Reviving Stale Updates: Data-Free Knowledge Distillation for Asynchronous Federated Learning
Baris Askin, Holger R. Roth, Zhenyu Sun, Carlee Joe-Wong, Gauri Joshi, Ziyue Xu
TL;DR
This paper tackles the problem of stale updates in asynchronous federated learning (AFL) by introducing FedRevive, a framework that couples parameter-space aggregation with data-free knowledge distillation (DFKD). FedRevive uses a lightweight, server-side meta-learned generator to synthesize pseudo-samples and performs multi-teacher distillation from a buffer of recent client models, blending the KD signal with raw updates via an adaptive weighting that increases with update staleness.
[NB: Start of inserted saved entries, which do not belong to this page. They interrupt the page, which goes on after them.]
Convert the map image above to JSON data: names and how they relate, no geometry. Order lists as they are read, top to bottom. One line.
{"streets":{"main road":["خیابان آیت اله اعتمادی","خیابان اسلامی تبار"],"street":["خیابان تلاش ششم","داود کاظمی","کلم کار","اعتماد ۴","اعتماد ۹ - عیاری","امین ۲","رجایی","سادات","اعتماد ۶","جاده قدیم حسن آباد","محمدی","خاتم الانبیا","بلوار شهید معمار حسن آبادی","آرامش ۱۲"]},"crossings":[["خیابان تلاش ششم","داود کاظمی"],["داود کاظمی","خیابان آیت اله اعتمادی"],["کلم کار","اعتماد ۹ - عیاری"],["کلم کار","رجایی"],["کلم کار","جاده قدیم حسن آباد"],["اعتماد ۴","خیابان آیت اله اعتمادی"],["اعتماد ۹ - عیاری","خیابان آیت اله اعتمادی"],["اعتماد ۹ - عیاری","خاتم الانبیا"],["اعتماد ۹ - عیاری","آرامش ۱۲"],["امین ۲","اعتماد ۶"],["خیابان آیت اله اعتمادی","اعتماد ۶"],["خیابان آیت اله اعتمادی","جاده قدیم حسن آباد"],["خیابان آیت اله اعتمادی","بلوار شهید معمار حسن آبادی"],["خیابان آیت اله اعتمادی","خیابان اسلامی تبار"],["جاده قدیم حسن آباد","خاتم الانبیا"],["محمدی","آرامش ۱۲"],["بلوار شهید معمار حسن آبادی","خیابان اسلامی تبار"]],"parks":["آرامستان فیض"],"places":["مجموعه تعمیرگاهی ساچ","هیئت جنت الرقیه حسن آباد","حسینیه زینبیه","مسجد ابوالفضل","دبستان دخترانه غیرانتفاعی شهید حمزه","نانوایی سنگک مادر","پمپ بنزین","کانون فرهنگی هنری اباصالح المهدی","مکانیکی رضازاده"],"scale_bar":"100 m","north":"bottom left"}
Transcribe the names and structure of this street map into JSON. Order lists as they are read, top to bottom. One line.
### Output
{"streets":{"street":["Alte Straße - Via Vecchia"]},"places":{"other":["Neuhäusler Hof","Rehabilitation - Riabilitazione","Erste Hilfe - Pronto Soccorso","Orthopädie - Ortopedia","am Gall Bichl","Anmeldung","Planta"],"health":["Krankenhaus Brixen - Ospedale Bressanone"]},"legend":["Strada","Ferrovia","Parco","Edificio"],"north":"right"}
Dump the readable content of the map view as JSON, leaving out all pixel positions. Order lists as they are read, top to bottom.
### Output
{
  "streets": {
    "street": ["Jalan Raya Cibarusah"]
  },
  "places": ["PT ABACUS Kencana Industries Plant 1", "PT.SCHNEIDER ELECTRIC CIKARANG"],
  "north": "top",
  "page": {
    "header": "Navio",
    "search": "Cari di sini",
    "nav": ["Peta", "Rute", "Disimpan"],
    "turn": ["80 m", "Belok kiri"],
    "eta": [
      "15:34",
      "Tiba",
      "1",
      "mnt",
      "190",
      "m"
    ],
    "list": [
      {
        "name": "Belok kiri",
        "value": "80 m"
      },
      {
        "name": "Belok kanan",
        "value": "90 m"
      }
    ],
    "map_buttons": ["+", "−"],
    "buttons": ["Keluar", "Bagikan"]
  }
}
Empirical results on vision and text benchmarks show that FedRevive achieves faster convergence and higher final accuracy than baselines, with improvements up to 32.1% in training speed and up to 21.5% in final accuracy in some setups. The method preserves data privacy and scalability while demonstrating that stale client updates contain transferable knowledge that can be effectively transferred without public data, suggesting strong practical potential for large-scale, privacy-preserving AFL deployments.
Abstract
Federated Learning (FL) enables collaborative model training across distributed clients without sharing raw data, yet its scalability is limited by synchronization overhead. Asynchronous Federated Learning (AFL) alleviates this issue by allowing clients to communicate independently, thereby improving wall-clock efficiency in large-scale, heterogeneous environments. However, this asynchrony introduces stale updates (client updates computed on outdated global models) that can destabilize optimization and hinder convergence. We propose FedRevive, an asynchronous FL framework that revives stale updates through data-free knowledge distillation (DFKD). FedRevive integrates parameter-space aggregation with a lightweight, server-side DFKD process that transfers knowledge from stale client models to the current global model without access to real or public data. A meta-learned generator synthesizes pseudo-samples, which enables multi-teacher distillation. A hybrid aggregation scheme that combines raw updates with DFKD updates effectively mitigates staleness while retaining the scalability of AFL. Experiments on various vision and text benchmarks show that FedRevive achieves faster training up to 32.1% and higher final accuracy up to 21.5% compared to asynchronous baselines.